Le champ historique sur lequel travaillent les généticiens se limite pour l’essentiel à une période qui ne remonte pas en deçà de 1750. À l’exception de quelques cas rarissimes comme les corrections autographes des Essais par Montaigne, quelques fragments autographes de D’Aubigné, les Pensées de Pascal ou les Mémoires du cardinal de Retz et de Saint-Simon, on ne possède pratiquement aucun autographe littéraire antérieur au xviiie siècle1.

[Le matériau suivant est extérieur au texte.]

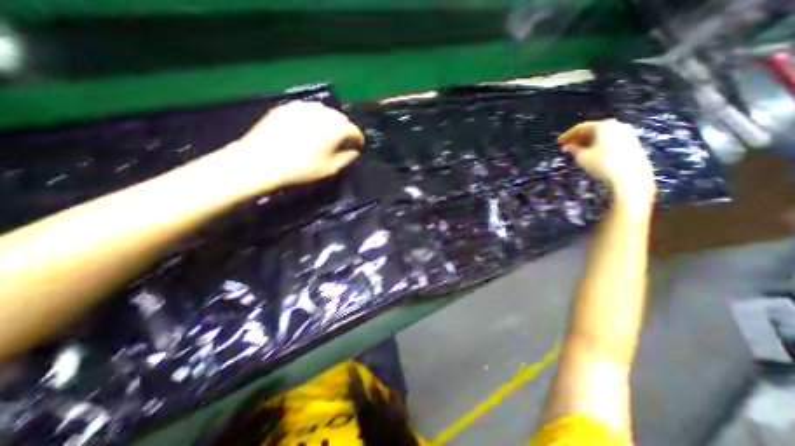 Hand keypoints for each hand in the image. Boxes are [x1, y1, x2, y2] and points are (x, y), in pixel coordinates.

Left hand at [202, 101, 365, 198]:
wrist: (261, 161)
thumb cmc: (301, 168)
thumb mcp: (330, 169)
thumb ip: (347, 159)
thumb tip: (355, 152)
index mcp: (336, 128)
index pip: (354, 131)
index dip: (358, 140)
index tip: (357, 147)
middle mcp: (323, 112)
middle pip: (340, 118)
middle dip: (344, 130)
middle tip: (340, 142)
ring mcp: (303, 106)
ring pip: (324, 112)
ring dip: (329, 122)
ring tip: (324, 134)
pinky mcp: (287, 106)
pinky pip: (307, 110)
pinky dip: (313, 118)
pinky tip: (307, 129)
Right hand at [555, 117, 655, 202]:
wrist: (630, 176)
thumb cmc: (602, 163)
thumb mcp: (581, 157)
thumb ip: (573, 149)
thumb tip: (569, 146)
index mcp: (602, 126)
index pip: (581, 127)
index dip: (568, 135)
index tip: (559, 143)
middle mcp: (616, 125)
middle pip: (593, 129)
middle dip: (578, 138)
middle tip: (567, 147)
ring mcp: (627, 133)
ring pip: (602, 135)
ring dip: (588, 141)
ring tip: (578, 151)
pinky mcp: (632, 142)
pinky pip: (610, 140)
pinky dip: (598, 144)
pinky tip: (592, 153) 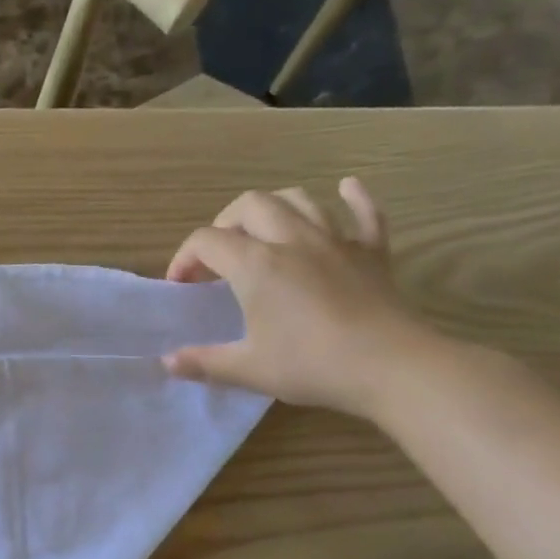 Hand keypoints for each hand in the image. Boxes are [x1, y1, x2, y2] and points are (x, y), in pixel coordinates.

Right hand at [163, 178, 439, 418]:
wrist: (391, 366)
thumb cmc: (311, 365)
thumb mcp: (247, 369)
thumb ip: (203, 362)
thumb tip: (168, 362)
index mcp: (256, 265)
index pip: (206, 241)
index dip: (184, 258)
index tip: (181, 286)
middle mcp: (292, 240)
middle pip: (249, 205)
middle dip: (224, 223)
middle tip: (218, 256)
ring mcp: (336, 241)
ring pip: (299, 199)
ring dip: (273, 208)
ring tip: (263, 230)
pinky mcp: (372, 252)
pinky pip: (364, 212)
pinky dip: (353, 197)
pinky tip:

2Les exposés qui, lors de ce colloque, portent sur des œuvres datant d’un passé lointain sont-ils pour autant des anomalies au regard des principes de la méthode génétique ? Ou serait-il quand même possible de tenter une approche génétique des ouvrages issus d’un temps sans brouillons, sans notes préparatoires, sans fiches, sans corrections marginales autographes, tous éléments qui constituent le matériau le plus ordinaire des généticiens ? Nous verrons que si les présupposés de la méthode génétique, considérés stricto sensu, ne paraissent pas pouvoir concerner les œuvres du xviie siècle, cette approche était toutefois trop séduisante pour qu’on ne tentât pas d’en tirer parti, mutatis mutandis, afin de mieux cerner les processus créatifs à l’origine de certains de nos plus grands chefs-d’œuvre. Nous nous appuierons brièvement sur le Cid, les Contes de Perrault et surtout les Pensées de Pascal ; nous verrons en particulier, à propos de ce dernier exemple, comment l’outil numérique rend possible ou du moins facilite les études de genèse, bien plus complexes à mener lorsqu’on ne dispose que d’instruments traditionnels sur support papier.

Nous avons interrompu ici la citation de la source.